Copy each line from the records below in which the word "does" is found.

*DATA FOR THIS EXERCISE:*
· · ·
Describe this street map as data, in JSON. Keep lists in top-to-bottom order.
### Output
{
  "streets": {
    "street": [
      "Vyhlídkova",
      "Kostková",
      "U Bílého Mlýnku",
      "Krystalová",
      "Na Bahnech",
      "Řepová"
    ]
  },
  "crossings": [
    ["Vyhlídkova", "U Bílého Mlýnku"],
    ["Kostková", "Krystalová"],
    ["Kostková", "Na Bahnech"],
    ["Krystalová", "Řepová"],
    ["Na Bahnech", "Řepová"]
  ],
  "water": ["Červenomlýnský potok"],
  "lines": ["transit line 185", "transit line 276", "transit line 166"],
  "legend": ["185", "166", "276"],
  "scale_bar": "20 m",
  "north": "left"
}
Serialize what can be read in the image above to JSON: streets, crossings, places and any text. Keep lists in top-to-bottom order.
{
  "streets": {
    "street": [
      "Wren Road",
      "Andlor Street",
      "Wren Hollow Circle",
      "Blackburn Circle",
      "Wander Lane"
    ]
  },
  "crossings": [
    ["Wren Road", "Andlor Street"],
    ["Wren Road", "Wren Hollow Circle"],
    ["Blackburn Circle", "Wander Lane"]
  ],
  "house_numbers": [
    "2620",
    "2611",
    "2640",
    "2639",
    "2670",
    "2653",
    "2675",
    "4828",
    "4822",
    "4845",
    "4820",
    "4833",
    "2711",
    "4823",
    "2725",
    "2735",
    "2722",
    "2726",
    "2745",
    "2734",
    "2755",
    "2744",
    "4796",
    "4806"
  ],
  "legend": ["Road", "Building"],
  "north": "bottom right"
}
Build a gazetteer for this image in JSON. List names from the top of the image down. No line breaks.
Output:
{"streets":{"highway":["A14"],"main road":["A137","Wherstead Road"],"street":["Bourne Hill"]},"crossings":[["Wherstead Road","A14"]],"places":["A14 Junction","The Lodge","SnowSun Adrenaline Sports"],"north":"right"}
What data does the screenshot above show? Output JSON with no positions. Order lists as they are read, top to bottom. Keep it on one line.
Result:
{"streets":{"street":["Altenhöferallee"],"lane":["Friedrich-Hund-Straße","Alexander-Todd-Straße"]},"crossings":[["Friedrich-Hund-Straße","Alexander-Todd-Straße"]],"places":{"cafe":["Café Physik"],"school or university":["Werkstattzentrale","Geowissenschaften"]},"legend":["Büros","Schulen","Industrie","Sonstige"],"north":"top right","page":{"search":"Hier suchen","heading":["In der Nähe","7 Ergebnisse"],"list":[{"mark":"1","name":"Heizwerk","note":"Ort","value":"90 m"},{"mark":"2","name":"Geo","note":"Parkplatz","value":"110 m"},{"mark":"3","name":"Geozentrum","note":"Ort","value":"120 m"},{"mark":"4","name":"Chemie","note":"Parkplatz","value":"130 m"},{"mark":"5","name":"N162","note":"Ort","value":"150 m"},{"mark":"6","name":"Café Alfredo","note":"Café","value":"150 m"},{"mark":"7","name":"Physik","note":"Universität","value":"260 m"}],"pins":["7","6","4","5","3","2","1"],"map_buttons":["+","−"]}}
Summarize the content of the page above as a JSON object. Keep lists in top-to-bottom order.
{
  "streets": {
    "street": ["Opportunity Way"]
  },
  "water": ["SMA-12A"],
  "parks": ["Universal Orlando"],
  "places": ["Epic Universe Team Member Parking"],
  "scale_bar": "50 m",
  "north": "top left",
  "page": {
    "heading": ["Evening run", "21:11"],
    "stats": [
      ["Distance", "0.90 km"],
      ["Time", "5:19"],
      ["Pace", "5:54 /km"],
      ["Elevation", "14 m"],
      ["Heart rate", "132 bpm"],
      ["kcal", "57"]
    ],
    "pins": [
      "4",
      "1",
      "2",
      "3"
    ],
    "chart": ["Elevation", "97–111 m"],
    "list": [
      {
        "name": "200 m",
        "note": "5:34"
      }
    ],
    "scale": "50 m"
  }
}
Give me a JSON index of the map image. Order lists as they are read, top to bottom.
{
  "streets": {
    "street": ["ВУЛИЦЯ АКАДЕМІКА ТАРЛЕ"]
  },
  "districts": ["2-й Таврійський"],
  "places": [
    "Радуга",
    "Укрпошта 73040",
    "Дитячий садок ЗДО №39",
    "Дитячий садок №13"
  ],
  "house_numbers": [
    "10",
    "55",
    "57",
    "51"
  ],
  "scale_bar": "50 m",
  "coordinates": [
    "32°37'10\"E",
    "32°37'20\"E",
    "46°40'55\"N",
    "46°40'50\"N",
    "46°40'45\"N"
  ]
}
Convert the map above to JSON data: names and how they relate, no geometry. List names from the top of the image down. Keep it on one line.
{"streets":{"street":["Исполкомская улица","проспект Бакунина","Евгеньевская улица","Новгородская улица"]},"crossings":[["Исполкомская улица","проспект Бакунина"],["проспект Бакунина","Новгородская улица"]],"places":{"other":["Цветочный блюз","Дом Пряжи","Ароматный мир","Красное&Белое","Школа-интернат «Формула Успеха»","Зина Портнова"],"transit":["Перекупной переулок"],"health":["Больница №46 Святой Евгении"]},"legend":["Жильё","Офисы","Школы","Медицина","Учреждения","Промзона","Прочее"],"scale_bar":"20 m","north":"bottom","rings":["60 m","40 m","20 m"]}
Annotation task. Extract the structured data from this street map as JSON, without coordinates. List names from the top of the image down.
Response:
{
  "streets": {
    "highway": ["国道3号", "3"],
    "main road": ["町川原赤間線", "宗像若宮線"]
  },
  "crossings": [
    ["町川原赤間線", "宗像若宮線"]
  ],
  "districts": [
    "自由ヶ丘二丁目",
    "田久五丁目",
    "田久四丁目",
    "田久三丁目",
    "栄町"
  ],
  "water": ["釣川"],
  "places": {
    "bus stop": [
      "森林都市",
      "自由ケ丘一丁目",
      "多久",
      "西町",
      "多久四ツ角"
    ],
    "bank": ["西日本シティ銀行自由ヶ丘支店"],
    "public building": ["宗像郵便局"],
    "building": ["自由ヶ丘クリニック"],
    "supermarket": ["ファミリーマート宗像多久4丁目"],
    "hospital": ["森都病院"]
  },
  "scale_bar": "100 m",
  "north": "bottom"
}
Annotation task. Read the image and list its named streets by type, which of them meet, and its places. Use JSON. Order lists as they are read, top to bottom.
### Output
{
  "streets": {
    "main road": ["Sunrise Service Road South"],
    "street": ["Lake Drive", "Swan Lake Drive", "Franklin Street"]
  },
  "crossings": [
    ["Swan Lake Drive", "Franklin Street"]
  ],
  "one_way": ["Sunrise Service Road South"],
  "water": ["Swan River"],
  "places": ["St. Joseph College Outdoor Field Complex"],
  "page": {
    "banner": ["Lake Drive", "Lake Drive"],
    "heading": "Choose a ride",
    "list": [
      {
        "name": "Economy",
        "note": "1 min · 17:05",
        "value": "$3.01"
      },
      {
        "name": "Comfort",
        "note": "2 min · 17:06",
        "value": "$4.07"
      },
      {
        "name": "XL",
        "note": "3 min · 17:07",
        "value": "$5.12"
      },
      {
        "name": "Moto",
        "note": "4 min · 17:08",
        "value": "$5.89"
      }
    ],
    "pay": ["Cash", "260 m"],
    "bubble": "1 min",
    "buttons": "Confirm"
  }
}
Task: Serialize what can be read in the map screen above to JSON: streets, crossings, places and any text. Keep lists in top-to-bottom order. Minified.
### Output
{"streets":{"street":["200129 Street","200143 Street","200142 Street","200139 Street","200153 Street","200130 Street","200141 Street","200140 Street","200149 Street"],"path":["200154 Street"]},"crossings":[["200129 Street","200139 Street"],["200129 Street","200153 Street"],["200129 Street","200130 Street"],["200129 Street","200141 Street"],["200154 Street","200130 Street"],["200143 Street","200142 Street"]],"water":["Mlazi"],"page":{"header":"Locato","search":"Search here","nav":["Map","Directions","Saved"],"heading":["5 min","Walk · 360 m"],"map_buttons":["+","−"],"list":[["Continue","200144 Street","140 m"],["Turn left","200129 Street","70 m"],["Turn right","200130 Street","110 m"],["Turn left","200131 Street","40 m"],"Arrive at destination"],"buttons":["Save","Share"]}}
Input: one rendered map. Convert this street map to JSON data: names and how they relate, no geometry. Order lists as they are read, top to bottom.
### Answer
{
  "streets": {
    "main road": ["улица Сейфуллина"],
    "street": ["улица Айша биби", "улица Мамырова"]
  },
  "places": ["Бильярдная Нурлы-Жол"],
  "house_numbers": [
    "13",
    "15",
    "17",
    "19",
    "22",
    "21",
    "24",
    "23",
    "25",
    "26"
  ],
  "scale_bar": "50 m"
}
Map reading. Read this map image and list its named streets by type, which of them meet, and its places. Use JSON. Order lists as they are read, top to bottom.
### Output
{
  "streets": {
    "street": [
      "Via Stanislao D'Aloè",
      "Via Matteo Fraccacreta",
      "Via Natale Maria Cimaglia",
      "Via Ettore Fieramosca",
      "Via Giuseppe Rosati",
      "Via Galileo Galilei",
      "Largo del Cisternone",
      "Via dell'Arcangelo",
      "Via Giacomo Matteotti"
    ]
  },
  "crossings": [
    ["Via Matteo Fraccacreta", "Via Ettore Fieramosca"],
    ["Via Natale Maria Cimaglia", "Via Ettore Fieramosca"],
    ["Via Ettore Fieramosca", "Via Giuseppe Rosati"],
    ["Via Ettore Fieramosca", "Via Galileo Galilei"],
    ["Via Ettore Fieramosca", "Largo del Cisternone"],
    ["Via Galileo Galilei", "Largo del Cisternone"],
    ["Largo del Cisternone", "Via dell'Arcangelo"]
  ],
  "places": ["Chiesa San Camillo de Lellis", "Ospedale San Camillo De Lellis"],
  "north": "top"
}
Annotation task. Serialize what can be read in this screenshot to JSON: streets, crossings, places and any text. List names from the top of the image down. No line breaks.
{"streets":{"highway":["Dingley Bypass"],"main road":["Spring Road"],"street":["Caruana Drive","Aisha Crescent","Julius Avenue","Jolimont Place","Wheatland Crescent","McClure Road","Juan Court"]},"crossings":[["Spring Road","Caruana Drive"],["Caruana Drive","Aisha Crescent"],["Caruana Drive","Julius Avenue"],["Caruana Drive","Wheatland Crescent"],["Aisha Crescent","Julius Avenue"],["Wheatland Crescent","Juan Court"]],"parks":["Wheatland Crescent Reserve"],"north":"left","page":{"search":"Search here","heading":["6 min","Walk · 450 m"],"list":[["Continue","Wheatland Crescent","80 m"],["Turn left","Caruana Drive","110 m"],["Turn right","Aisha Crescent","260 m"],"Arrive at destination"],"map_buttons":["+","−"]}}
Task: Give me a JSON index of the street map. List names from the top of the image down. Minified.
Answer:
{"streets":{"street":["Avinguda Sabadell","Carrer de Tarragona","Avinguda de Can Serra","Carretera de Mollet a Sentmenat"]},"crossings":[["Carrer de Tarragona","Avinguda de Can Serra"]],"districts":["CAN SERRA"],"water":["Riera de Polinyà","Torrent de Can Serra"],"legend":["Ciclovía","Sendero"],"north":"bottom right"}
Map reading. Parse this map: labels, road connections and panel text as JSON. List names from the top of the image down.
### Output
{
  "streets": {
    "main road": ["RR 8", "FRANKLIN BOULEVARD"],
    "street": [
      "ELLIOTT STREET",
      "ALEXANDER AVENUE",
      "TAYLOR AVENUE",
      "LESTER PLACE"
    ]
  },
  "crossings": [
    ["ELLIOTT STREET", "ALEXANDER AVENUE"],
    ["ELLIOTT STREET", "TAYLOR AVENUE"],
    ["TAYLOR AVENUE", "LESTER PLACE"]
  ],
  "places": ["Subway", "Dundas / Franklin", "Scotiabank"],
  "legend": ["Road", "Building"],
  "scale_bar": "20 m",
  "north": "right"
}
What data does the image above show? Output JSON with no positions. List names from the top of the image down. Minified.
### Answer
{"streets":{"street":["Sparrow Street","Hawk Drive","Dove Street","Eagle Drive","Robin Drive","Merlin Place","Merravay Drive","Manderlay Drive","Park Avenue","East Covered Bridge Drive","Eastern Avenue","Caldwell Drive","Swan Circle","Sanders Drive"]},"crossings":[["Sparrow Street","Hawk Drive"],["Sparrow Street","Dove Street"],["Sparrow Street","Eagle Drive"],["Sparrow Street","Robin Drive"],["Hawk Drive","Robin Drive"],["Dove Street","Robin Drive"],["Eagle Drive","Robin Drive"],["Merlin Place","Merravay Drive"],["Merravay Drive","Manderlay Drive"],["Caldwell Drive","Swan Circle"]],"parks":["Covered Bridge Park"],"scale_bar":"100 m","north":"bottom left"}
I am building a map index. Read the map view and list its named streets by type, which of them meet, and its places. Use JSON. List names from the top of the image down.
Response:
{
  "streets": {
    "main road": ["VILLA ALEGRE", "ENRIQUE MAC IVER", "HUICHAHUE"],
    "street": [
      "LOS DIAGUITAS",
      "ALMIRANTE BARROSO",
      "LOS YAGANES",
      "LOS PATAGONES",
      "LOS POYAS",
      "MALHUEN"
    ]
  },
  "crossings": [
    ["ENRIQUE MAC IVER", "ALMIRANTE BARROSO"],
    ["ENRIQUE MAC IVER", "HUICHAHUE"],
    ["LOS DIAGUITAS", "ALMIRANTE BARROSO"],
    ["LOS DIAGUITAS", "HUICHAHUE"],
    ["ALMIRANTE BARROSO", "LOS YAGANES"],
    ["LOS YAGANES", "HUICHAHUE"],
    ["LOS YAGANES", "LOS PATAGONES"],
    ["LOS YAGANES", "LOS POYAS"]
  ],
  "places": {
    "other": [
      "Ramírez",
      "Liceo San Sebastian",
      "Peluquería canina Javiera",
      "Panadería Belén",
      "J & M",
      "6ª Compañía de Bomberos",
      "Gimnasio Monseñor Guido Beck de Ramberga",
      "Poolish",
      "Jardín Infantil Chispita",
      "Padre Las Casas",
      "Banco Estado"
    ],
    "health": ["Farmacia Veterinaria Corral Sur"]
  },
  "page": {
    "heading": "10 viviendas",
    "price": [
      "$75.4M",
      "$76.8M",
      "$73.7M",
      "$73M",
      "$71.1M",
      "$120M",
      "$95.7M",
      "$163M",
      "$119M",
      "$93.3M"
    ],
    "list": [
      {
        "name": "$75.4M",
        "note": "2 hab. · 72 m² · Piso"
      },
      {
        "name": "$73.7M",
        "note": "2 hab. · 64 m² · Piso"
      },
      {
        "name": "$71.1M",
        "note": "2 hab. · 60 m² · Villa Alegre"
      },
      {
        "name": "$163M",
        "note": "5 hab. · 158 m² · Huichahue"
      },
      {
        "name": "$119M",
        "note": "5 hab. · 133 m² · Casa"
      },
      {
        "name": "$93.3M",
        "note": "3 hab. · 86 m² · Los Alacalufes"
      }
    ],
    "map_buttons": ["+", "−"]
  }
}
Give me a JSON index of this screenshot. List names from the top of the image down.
· · ·
*ANSWER TO THIS TASK:*
What data does the screenshot above show? Output JSON with no positions. Order lists as they are read, top to bottom. Keep it on one line.
What data does the image above show? Output JSON with no positions. List names from the top of the image down. Minified.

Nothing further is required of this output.